Lors de voyages dans des pays pauvres, il m’est arrivé de porter un regard d’esthète sur ce qui m’entoure. J’y ai découvert de multiples beautés: pas seulement les paysages, pas seulement les monuments, mais les habitants. Beaux sans intention ni de séduire ni d’émouvoir, alors même qu’ils vivent dans le dénuement le plus total. De retour d’un périple au Népal, je garde en mémoire quelques émerveillements, visions fulgurantes qui transpercent le cœur et l’âme. Ce sont par exemple trois femmes descendant en file indienne un sentier escarpé, vêtues de la tunique traditionnelle écarlate par-dessus leur large pantalon noir, portant une hotte évasée arrimée par un bandeau blanc sur le front. Tout en sautillant avec légèreté d’une pierre à l’autre, elles ne cessent de bavarder, joyeuses. Non seulement m’enchantent la splendeur des couleurs flamboyantes dans ce décor de pierre argentée et de végétation vert tendre, mais aussi ce que je prends, non sans une certaine nostalgie, pour l’incarnation d’une vie légère, universelle dans son humanité. Je ne peux pourtant ignorer que le retour vers le village haut perché sera rude, que les hottes pèseront lourd, remplies du sable qu’il faut aller chercher six ou sept cents mètres plus bas pour réparer la maison que le dernier tremblement de terre a dévastée. C’est là que se niche le danger qui guette les esthètes: ai-je le droit de trouver beau ce qui accable et asservit? «Oui, tu peux les trouver belles», me lance la guide népalaise avec une pointe de reproche, «mais elles, c’est sûr, elles voudraient sortir de la pauvreté et vivre autrement».

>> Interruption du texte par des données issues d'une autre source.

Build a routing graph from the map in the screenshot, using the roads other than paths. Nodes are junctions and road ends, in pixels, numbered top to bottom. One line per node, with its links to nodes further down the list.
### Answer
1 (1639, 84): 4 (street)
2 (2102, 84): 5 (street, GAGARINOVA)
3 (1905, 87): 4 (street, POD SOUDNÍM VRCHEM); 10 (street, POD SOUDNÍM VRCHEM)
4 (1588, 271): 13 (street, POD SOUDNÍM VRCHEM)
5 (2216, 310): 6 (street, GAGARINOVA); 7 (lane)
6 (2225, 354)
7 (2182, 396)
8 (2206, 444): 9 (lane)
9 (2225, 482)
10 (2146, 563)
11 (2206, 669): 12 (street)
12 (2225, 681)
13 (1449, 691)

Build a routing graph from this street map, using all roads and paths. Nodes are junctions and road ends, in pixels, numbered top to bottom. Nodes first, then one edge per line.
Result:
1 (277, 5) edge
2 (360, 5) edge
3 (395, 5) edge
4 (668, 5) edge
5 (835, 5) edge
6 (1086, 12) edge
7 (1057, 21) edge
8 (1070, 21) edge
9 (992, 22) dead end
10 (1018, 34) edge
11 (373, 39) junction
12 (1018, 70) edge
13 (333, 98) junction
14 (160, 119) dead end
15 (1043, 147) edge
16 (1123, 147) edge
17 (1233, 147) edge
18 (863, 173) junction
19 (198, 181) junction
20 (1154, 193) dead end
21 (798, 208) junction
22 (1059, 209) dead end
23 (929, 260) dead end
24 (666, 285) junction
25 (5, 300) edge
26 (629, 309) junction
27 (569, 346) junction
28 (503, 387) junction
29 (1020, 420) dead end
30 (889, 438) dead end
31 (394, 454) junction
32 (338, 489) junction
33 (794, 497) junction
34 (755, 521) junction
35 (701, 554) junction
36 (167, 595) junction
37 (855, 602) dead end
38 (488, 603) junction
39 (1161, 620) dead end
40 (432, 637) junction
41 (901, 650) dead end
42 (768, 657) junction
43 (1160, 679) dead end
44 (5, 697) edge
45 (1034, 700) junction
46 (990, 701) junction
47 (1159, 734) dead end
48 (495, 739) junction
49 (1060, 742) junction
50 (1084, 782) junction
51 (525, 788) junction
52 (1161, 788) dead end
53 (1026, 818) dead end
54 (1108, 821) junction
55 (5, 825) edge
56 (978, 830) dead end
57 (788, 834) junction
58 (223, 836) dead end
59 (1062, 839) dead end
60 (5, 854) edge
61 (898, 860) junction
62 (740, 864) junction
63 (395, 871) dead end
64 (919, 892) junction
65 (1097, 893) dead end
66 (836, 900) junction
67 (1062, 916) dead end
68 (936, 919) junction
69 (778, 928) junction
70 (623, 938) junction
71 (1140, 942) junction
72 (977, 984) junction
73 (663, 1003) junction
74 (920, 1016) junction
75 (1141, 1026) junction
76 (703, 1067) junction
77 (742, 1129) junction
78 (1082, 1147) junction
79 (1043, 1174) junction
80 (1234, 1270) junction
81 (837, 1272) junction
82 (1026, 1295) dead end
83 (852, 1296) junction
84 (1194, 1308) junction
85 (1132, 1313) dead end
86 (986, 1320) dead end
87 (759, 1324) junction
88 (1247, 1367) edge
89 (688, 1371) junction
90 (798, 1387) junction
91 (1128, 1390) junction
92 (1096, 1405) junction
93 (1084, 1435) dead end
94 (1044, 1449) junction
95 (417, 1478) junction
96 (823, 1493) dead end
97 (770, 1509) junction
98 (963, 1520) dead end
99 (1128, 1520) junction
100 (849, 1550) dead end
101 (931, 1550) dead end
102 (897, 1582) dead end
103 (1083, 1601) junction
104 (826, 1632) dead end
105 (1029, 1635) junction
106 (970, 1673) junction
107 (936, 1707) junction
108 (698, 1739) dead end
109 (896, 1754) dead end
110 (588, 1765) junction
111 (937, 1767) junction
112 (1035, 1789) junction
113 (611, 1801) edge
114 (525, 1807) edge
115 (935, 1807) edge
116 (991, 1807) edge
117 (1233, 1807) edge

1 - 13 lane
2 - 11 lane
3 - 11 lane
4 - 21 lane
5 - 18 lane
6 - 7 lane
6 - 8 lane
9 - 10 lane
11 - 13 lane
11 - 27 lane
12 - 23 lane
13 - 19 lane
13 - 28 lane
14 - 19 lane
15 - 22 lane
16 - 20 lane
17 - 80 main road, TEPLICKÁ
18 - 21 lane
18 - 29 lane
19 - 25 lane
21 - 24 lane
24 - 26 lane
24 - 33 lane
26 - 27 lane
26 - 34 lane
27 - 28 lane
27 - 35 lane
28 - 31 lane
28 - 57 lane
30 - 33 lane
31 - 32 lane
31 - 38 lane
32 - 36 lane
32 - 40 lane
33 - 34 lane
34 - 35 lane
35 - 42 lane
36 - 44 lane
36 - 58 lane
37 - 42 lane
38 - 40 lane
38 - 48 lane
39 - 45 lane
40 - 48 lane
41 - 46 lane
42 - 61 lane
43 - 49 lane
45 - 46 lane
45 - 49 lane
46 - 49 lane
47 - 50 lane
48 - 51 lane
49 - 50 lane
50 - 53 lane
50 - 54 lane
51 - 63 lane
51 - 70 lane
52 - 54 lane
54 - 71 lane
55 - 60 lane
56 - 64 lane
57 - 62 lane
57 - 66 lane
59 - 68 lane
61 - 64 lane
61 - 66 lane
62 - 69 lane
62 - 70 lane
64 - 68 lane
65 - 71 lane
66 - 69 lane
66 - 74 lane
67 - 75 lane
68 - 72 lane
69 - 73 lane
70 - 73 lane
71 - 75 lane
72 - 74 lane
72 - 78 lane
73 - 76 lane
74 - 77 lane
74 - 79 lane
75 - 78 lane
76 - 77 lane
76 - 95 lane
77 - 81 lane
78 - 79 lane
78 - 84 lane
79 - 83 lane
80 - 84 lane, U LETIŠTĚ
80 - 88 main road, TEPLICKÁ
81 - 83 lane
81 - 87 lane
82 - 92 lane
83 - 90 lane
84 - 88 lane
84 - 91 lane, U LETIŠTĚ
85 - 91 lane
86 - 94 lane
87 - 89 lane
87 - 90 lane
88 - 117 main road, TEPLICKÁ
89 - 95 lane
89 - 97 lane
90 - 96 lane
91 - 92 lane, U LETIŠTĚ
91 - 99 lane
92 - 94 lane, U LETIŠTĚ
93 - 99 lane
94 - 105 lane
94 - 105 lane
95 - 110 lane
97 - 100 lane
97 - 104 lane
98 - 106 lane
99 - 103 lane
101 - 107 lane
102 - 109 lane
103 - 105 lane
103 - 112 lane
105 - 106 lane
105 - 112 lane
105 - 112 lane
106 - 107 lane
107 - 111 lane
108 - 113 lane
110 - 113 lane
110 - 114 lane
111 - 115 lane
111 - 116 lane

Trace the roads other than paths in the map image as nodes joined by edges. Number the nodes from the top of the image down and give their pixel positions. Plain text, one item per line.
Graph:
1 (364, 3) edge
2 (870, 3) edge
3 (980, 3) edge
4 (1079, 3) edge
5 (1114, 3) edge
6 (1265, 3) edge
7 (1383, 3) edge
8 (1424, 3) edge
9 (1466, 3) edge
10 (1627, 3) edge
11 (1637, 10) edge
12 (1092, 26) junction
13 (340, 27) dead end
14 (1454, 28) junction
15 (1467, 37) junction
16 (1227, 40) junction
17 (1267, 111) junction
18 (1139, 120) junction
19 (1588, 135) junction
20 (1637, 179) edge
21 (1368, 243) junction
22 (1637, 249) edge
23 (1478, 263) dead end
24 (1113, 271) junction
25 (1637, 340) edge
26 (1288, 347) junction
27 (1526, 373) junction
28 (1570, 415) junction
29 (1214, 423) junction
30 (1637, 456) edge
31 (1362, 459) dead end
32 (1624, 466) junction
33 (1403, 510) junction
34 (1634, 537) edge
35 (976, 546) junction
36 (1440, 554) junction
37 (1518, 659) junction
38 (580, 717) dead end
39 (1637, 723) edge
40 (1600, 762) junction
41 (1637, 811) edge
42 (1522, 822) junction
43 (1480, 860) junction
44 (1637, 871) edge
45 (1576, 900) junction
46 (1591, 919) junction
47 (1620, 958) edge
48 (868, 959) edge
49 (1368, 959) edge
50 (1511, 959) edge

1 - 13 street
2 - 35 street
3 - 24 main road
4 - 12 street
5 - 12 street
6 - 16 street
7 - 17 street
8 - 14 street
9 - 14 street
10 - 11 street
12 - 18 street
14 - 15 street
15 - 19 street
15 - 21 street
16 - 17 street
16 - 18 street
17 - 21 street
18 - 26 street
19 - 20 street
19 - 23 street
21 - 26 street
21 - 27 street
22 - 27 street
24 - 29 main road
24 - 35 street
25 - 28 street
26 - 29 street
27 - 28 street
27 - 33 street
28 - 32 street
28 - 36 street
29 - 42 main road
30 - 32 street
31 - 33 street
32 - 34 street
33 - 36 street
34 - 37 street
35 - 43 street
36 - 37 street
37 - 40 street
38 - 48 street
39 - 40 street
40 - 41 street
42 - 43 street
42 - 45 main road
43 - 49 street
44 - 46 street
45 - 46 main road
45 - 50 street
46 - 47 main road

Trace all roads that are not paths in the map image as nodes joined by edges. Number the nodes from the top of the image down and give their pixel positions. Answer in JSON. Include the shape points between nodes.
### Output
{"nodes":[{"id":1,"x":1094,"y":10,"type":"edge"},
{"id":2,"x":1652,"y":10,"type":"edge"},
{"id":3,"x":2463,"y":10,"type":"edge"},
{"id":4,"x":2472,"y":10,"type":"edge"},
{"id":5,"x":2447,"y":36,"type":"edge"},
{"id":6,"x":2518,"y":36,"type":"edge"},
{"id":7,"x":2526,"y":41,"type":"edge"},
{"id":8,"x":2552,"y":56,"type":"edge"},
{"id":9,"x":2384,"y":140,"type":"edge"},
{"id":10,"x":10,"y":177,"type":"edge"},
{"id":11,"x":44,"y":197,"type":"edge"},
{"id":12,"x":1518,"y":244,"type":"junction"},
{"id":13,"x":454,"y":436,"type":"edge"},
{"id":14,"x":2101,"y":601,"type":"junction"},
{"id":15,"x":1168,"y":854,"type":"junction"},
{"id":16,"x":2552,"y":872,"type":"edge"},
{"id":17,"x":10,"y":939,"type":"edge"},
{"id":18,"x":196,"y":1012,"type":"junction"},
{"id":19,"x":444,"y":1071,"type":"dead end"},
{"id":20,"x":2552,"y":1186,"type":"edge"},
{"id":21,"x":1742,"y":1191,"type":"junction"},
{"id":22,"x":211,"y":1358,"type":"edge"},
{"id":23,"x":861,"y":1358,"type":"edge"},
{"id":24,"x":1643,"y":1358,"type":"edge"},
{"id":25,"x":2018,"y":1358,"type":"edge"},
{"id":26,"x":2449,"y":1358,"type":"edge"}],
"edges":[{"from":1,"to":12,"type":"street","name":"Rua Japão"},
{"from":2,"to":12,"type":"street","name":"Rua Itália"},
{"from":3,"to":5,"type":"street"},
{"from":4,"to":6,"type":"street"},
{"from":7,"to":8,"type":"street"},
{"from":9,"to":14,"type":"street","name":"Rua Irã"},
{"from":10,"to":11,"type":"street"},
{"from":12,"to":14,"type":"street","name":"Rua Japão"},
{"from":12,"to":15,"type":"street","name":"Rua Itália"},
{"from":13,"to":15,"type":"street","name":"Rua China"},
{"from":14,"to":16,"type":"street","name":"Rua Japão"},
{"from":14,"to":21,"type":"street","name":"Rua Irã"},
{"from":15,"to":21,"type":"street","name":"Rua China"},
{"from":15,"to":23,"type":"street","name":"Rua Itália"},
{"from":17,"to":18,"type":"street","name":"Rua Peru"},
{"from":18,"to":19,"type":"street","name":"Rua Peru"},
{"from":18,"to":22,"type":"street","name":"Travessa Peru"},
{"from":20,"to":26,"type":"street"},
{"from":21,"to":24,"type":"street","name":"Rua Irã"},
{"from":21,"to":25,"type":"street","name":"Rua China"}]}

Pas la peine d’expliquer ce qui, pour elles, représente le progrès: toutes les trois ont déjà dans leur corsage le téléphone portable qu’un dense réseau d’antennes rend opérationnel jusqu’au pied de l’Himalaya. Bientôt peut-être troqueront-elles leurs superbes vêtements traditionnels pour des jeans à la dernière mode. Et alors? Ce pays sera-t-il moins beau?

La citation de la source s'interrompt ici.